═══ Data for this task

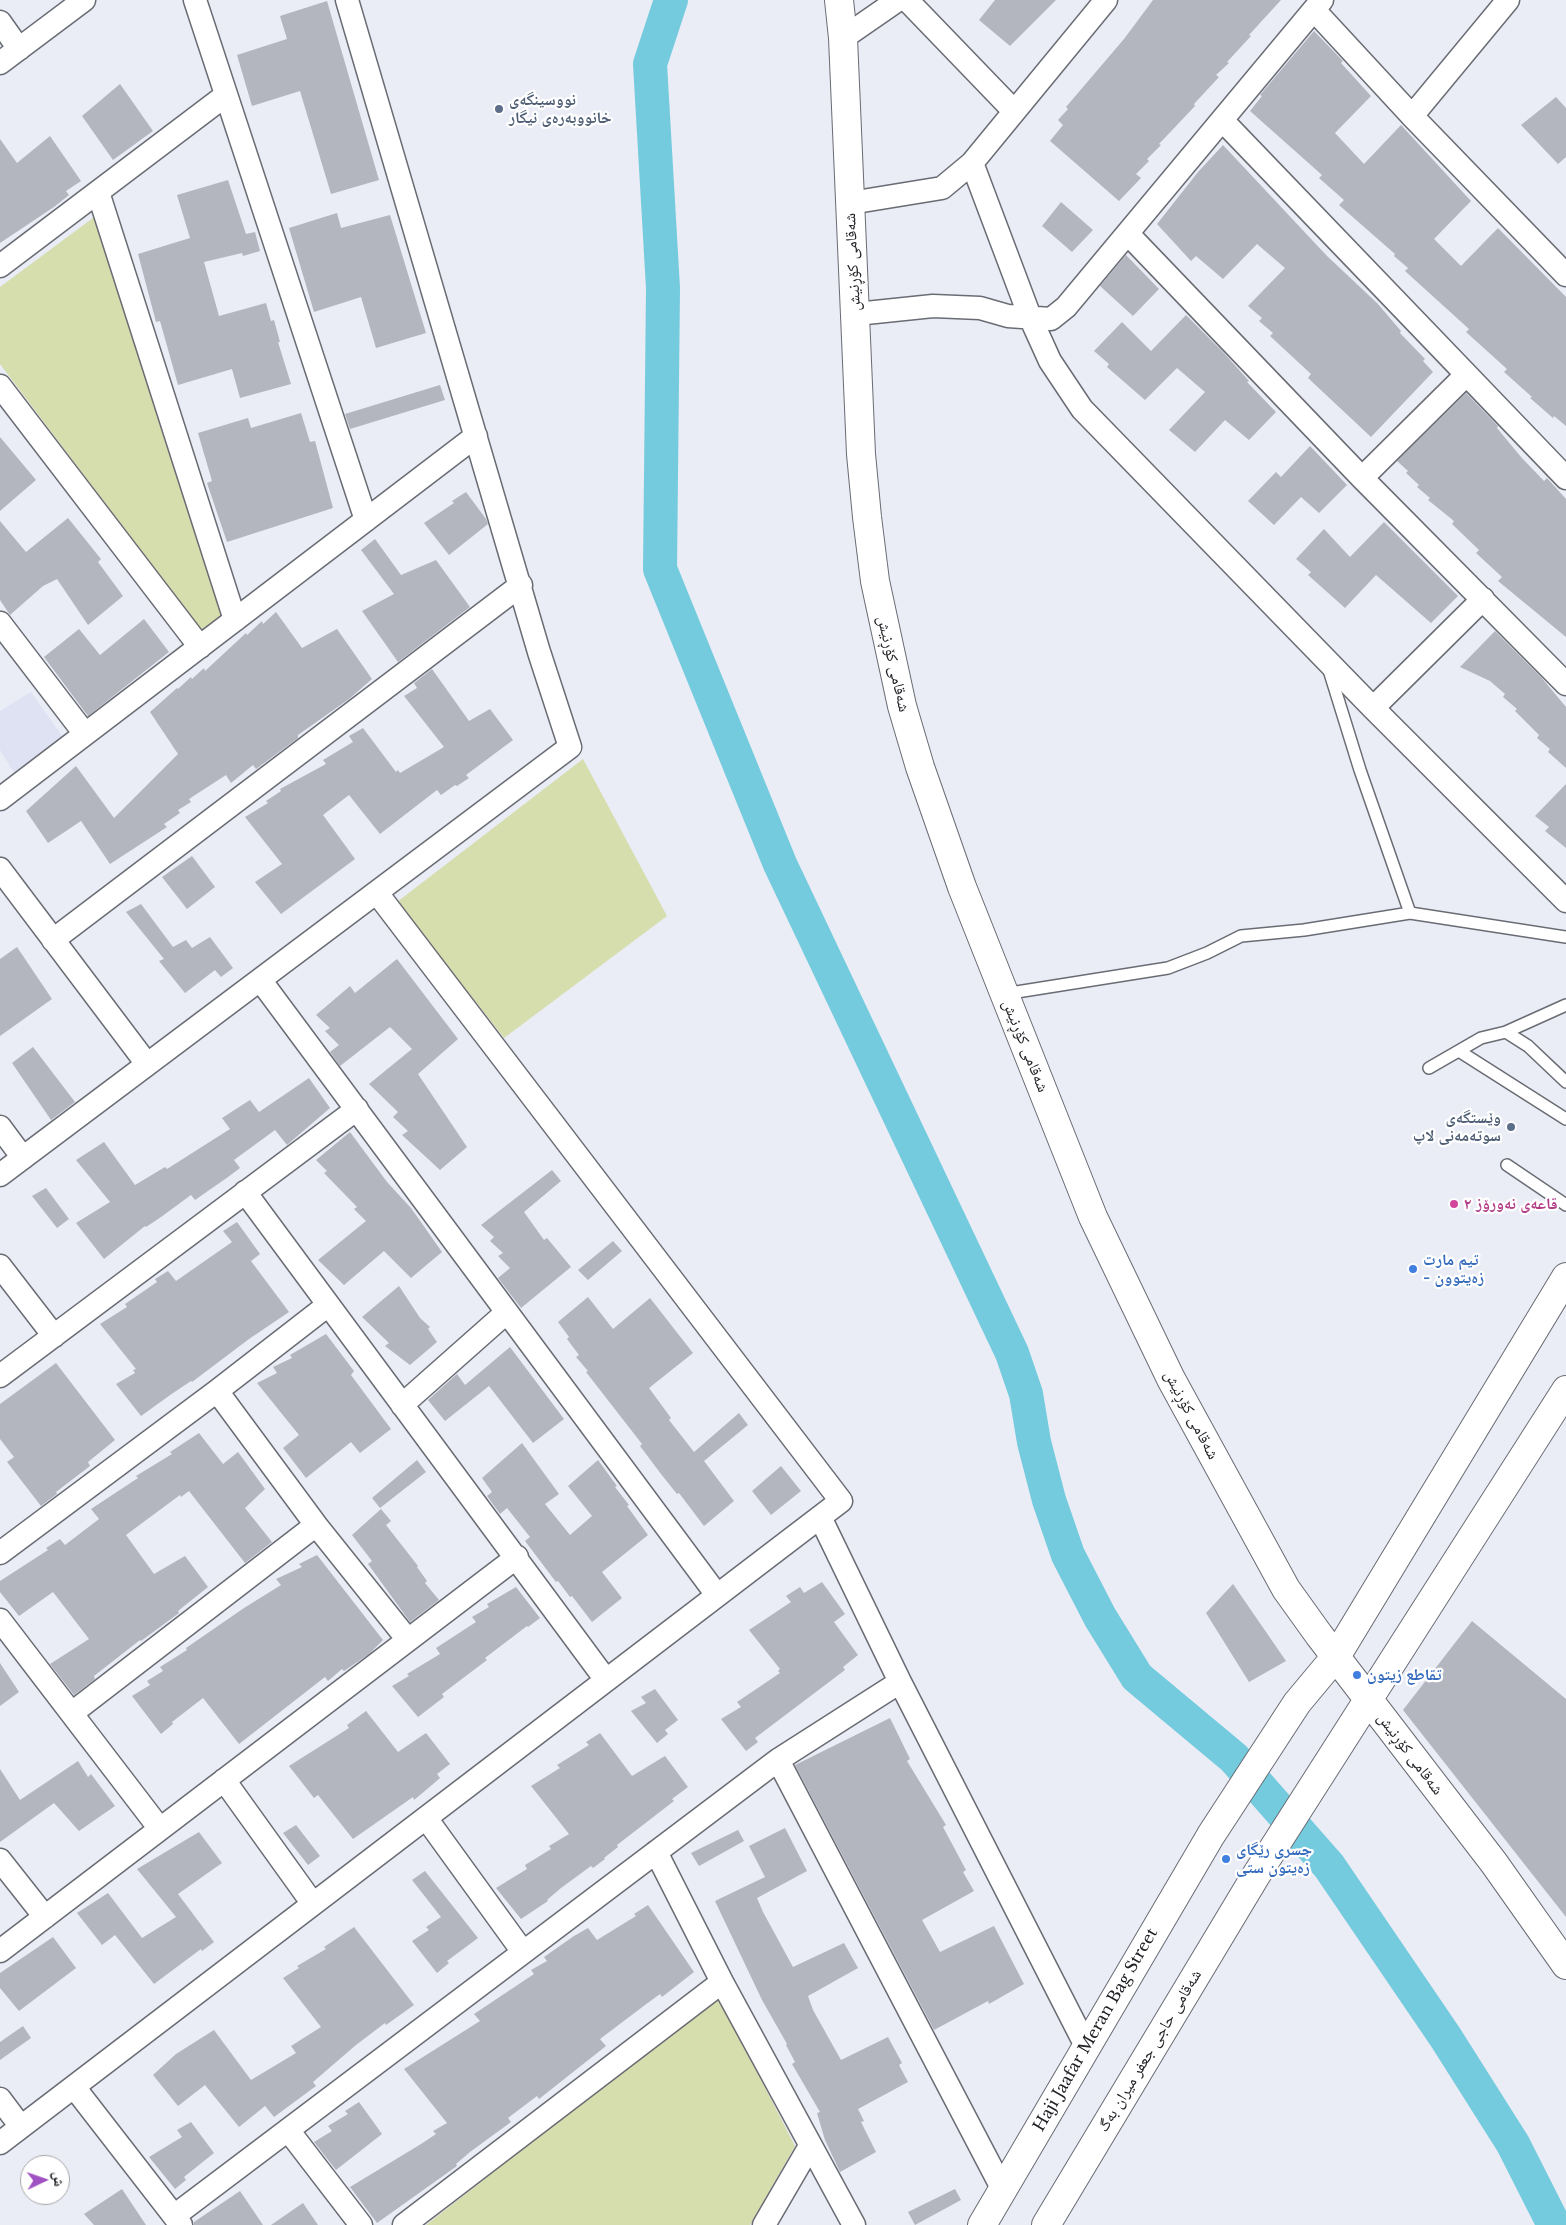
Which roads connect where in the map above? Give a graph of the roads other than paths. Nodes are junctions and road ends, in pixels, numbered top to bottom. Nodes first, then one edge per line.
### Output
1 (84, 0) edge
2 (195, 0) edge
3 (347, 0) edge
4 (839, 0) edge
5 (898, 0) edge
6 (907, 0) edge
7 (1106, 0) edge
8 (1508, 0) edge
9 (1318, 5) edge
10 (0, 22) edge
11 (842, 38) junction
12 (19, 49) junction
13 (0, 63) edge
14 (226, 95) junction
15 (1013, 110) junction
16 (1412, 116) junction
17 (1222, 120) junction
18 (972, 162) junction
19 (98, 192) junction
20 (850, 203) junction
21 (1128, 234) junction
22 (0, 266) edge
23 (1566, 275) edge
24 (856, 314) junction
25 (1030, 318) junction
26 (1466, 375) junction
27 (0, 386) edge
28 (476, 436) junction
29 (1362, 478) junction
30 (1566, 478) edge
31 (366, 520) junction
32 (521, 585) junction
33 (1482, 599) junction
34 (235, 620) junction
35 (0, 623) edge
36 (200, 646) junction
37 (1326, 659) junction
38 (1566, 684) edge
39 (1373, 708) junction
40 (85, 734) junction
41 (0, 799) edge
42 (0, 870) edge
43 (377, 893) junction
44 (1566, 901) edge
45 (1410, 913) junction
46 (1566, 937) edge
47 (53, 940) junction
48 (261, 981) junction
49 (1004, 994) junction
50 (1566, 1005) edge
51 (1506, 1032) junction
52 (1459, 1051) junction
53 (147, 1064) junction
54 (1429, 1068) dead end
55 (1566, 1082) edge
56 (357, 1109) junction
57 (1566, 1119) edge
58 (0, 1128) edge
59 (23, 1158) junction
60 (1506, 1166) dead end
61 (0, 1175) edge
62 (246, 1192) junction
63 (1566, 1205) edge
64 (0, 1266) edge
65 (1566, 1277) edge
66 (328, 1305) junction
67 (507, 1312) junction
68 (54, 1336) junction
69 (0, 1376) edge
70 (217, 1391) junction
71 (1563, 1401) edge
72 (402, 1405) junction
73 (820, 1517) junction
74 (316, 1525) junction
75 (0, 1553) edge
76 (517, 1557) junction
77 (717, 1595) junction
78 (0, 1620) edge
79 (408, 1640) junction
80 (1336, 1656) junction
81 (606, 1680) junction
82 (900, 1682) junction
83 (1369, 1699) junction
84 (72, 1713) junction
85 (778, 1760) junction
86 (224, 1780) junction
87 (426, 1818) junction
88 (160, 1829) junction
89 (656, 1852) junction
90 (0, 1860) edge
91 (314, 1904) junction
92 (45, 1917) junction
93 (0, 1951) edge
94 (523, 1952) junction
95 (1566, 1965) edge
96 (722, 1982) junction
97 (1086, 2046) junction
98 (74, 2087) junction
99 (0, 2099) edge
100 (21, 2127) junction
101 (288, 2130) junction
102 (0, 2143) edge
103 (810, 2146) junction
104 (1003, 2190) junction
105 (177, 2221) edge
106 (1051, 2222) edge
107 (361, 2225) edge
108 (404, 2225) edge
109 (764, 2225) edge
110 (854, 2225) edge
111 (982, 2225) edge

1 - 12 street
2 - 14 street
3 - 28 street
4 - 11 main road, شەقامی کۆڕنیش
5 - 11 street
6 - 15 street
7 - 15 street
8 - 16 street
9 - 16 street
9 - 17 street
10 - 12 street
11 - 20 main road, شەقامی کۆڕنیش
12 - 13 street
14 - 19 street
14 - 31 street
15 - 18 street
16 - 23 street
17 - 21 street
17 - 26 street
18 - 20 street
18 - 25 street
19 - 22 street
19 - 34 street
20 - 24 main road, شەقامی کۆڕنیش
21 - 25 street
21 - 29 street
24 - 25 street
24 - 49 main road, شەقامی کۆڕنیش
25 - 37 street
26 - 29 street
26 - 30 street
27 - 36 street
28 - 31 street
28 - 32 street
29 - 33 street
31 - 34 street
32 - 43 street
32 - 47 street
33 - 38 street
33 - 39 street
34 - 36 street
35 - 40 street
36 - 40 street
37 - 39 street
37 - 45 lane
39 - 44 street
40 - 41 street
42 - 47 street
43 - 48 street
43 - 73 street
45 - 46 lane
45 - 49 lane
47 - 53 street
48 - 53 street
48 - 56 street
49 - 80 main road, شەقامی کۆڕنیش
50 - 51 lane
51 - 52 lane
51 - 55 lane
52 - 54 lane
52 - 57 lane
53 - 59 street
56 - 62 street
56 - 67 street
58 - 59 street
59 - 61 street
60 - 63 lane
62 - 66 street
62 - 68 street
64 - 68 street
65 - 80 main road, Haji Jaafar Meran Bag Street
66 - 70 street
66 - 72 street
67 - 72 street
67 - 77 street
68 - 69 street
70 - 74 street
70 - 75 street
71 - 83 main road, شەقامی حاجی جعفر میران بەگ
72 - 76 street
73 - 77 street
73 - 82 street
74 - 79 street
74 - 84 street
76 - 79 street
76 - 81 street
77 - 81 street
78 - 84 street
79 - 86 street
80 - 83 main road, شەقامی کۆڕنیش
80 - 97 main road, Haji Jaafar Meran Bag Street
81 - 87 street
82 - 85 street
82 - 97 street
83 - 95 main road, شەقامی کۆڕنیش
83 - 106 main road, شەقامی حاجی جعفر میران بەگ
84 - 88 street
85 - 89 street
85 - 104 street
86 - 88 street
86 - 91 street
87 - 91 street
87 - 94 street
88 - 92 street
89 - 94 street
89 - 96 street
90 - 92 street
91 - 98 street
92 - 93 street
94 - 101 street
96 - 103 street
96 - 108 street
97 - 104 main road, Haji Jaafar Meran Bag Street
98 - 100 street
98 - 105 street
99 - 100 street
100 - 102 street
101 - 105 street
101 - 107 street
103 - 109 street
103 - 110 street
104 - 111 main road, Haji Jaafar Meran Bag Street

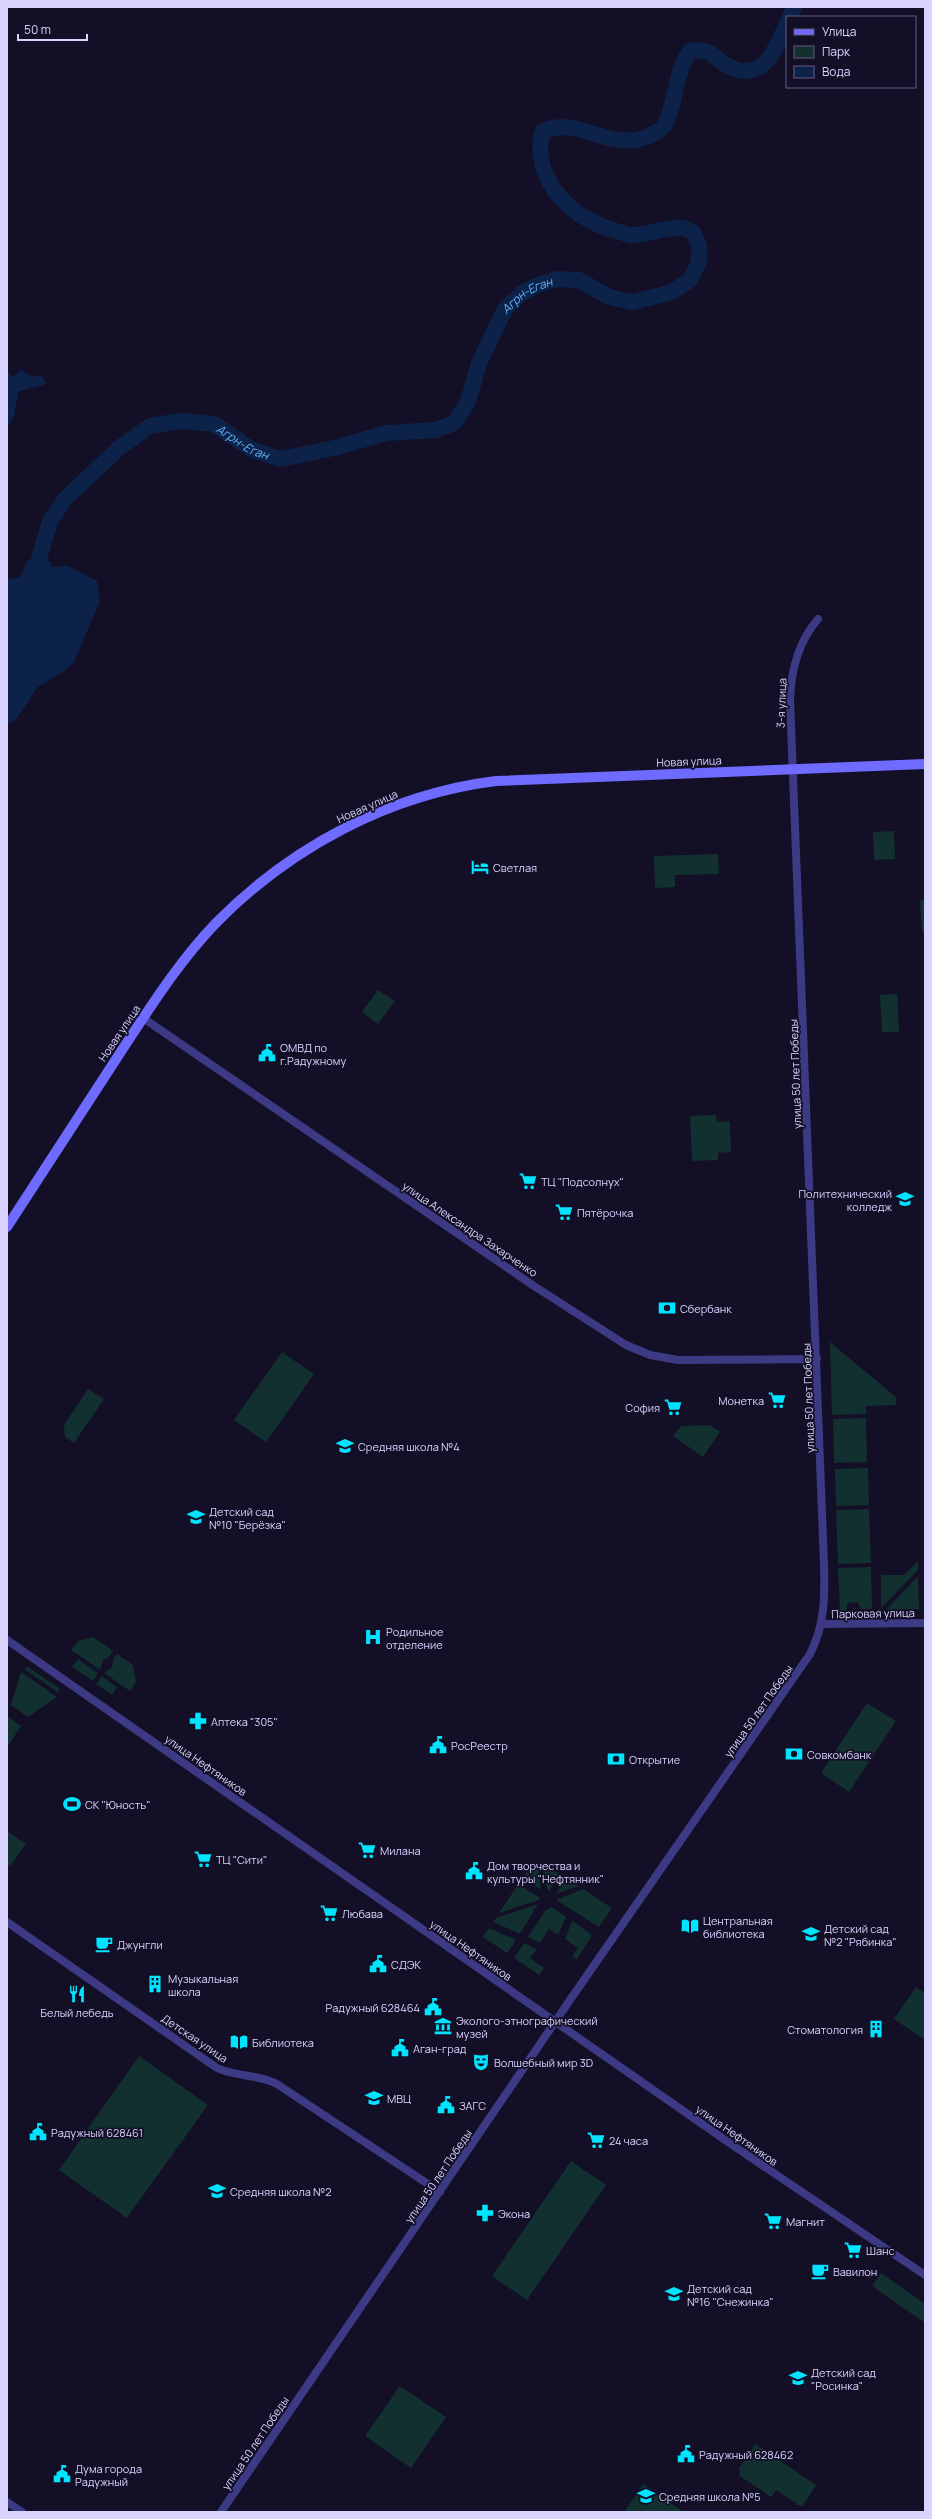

══════

**What this task involves**
Make an exact copy of the records shown above, without the pictures.

**Task result**
Which roads connect where in the map above? Give a graph of the roads other than paths. Nodes are junctions and road ends, in pixels, numbered top to bottom. Nodes first, then one edge per line.
### Output
1 (84, 0) edge
2 (195, 0) edge
3 (347, 0) edge
4 (839, 0) edge
5 (898, 0) edge
6 (907, 0) edge
7 (1106, 0) edge
8 (1508, 0) edge
9 (1318, 5) edge
10 (0, 22) edge
11 (842, 38) junction
12 (19, 49) junction
13 (0, 63) edge
14 (226, 95) junction
15 (1013, 110) junction
16 (1412, 116) junction
17 (1222, 120) junction
18 (972, 162) junction
19 (98, 192) junction
20 (850, 203) junction
21 (1128, 234) junction
22 (0, 266) edge
23 (1566, 275) edge
24 (856, 314) junction
25 (1030, 318) junction
26 (1466, 375) junction
27 (0, 386) edge
28 (476, 436) junction
29 (1362, 478) junction
30 (1566, 478) edge
31 (366, 520) junction
32 (521, 585) junction
33 (1482, 599) junction
34 (235, 620) junction
35 (0, 623) edge
36 (200, 646) junction
37 (1326, 659) junction
38 (1566, 684) edge
39 (1373, 708) junction
40 (85, 734) junction
41 (0, 799) edge
42 (0, 870) edge
43 (377, 893) junction
44 (1566, 901) edge
45 (1410, 913) junction
46 (1566, 937) edge
47 (53, 940) junction
48 (261, 981) junction
49 (1004, 994) junction
50 (1566, 1005) edge
51 (1506, 1032) junction
52 (1459, 1051) junction
53 (147, 1064) junction
54 (1429, 1068) dead end
55 (1566, 1082) edge
56 (357, 1109) junction
57 (1566, 1119) edge
58 (0, 1128) edge
59 (23, 1158) junction
60 (1506, 1166) dead end
61 (0, 1175) edge
62 (246, 1192) junction
63 (1566, 1205) edge
64 (0, 1266) edge
65 (1566, 1277) edge
66 (328, 1305) junction
67 (507, 1312) junction
68 (54, 1336) junction
69 (0, 1376) edge
70 (217, 1391) junction
71 (1563, 1401) edge
72 (402, 1405) junction
73 (820, 1517) junction
74 (316, 1525) junction
75 (0, 1553) edge
76 (517, 1557) junction
77 (717, 1595) junction
78 (0, 1620) edge
79 (408, 1640) junction
80 (1336, 1656) junction
81 (606, 1680) junction
82 (900, 1682) junction
83 (1369, 1699) junction
84 (72, 1713) junction
85 (778, 1760) junction
86 (224, 1780) junction
87 (426, 1818) junction
88 (160, 1829) junction
89 (656, 1852) junction
90 (0, 1860) edge
91 (314, 1904) junction
92 (45, 1917) junction
93 (0, 1951) edge
94 (523, 1952) junction
95 (1566, 1965) edge
96 (722, 1982) junction
97 (1086, 2046) junction
98 (74, 2087) junction
99 (0, 2099) edge
100 (21, 2127) junction
101 (288, 2130) junction
102 (0, 2143) edge
103 (810, 2146) junction
104 (1003, 2190) junction
105 (177, 2221) edge
106 (1051, 2222) edge
107 (361, 2225) edge
108 (404, 2225) edge
109 (764, 2225) edge
110 (854, 2225) edge
111 (982, 2225) edge

1 - 12 street
2 - 14 street
3 - 28 street
4 - 11 main road, شەقامی کۆڕنیش
5 - 11 street
6 - 15 street
7 - 15 street
8 - 16 street
9 - 16 street
9 - 17 street
10 - 12 street
11 - 20 main road, شەقامی کۆڕنیش
12 - 13 street
14 - 19 street
14 - 31 street
15 - 18 street
16 - 23 street
17 - 21 street
17 - 26 street
18 - 20 street
18 - 25 street
19 - 22 street
19 - 34 street
20 - 24 main road, شەقامی کۆڕنیش
21 - 25 street
21 - 29 street
24 - 25 street
24 - 49 main road, شەقامی کۆڕنیش
25 - 37 street
26 - 29 street
26 - 30 street
27 - 36 street
28 - 31 street
28 - 32 street
29 - 33 street
31 - 34 street
32 - 43 street
32 - 47 street
33 - 38 street
33 - 39 street
34 - 36 street
35 - 40 street
36 - 40 street
37 - 39 street
37 - 45 lane
39 - 44 street
40 - 41 street
42 - 47 street
43 - 48 street
43 - 73 street
45 - 46 lane
45 - 49 lane
47 - 53 street
48 - 53 street
48 - 56 street
49 - 80 main road, شەقامی کۆڕنیش
50 - 51 lane
51 - 52 lane
51 - 55 lane
52 - 54 lane
52 - 57 lane
53 - 59 street
56 - 62 street
56 - 67 street
58 - 59 street
59 - 61 street
60 - 63 lane
62 - 66 street
62 - 68 street
64 - 68 street
65 - 80 main road, Haji Jaafar Meran Bag Street
66 - 70 street
66 - 72 street
67 - 72 street
67 - 77 street
68 - 69 street
70 - 74 street
70 - 75 street
71 - 83 main road, شەقامی حاجی جعفر میران بەگ
72 - 76 street
73 - 77 street
73 - 82 street
74 - 79 street
74 - 84 street
76 - 79 street
76 - 81 street
77 - 81 street
78 - 84 street
79 - 86 street
80 - 83 main road, شەقامی کۆڕنیش
80 - 97 main road, Haji Jaafar Meran Bag Street
81 - 87 street
82 - 85 street
82 - 97 street
83 - 95 main road, شەقامی کۆڕنیش
83 - 106 main road, شەقامی حاجی جعفر میران بەگ
84 - 88 street
85 - 89 street
85 - 104 street
86 - 88 street
86 - 91 street
87 - 91 street
87 - 94 street
88 - 92 street
89 - 94 street
89 - 96 street
90 - 92 street
91 - 98 street
92 - 93 street
94 - 101 street
96 - 103 street
96 - 108 street
97 - 104 main road, Haji Jaafar Meran Bag Street
98 - 100 street
98 - 105 street
99 - 100 street
100 - 102 street
101 - 105 street
101 - 107 street
103 - 109 street
103 - 110 street
104 - 111 main road, Haji Jaafar Meran Bag Street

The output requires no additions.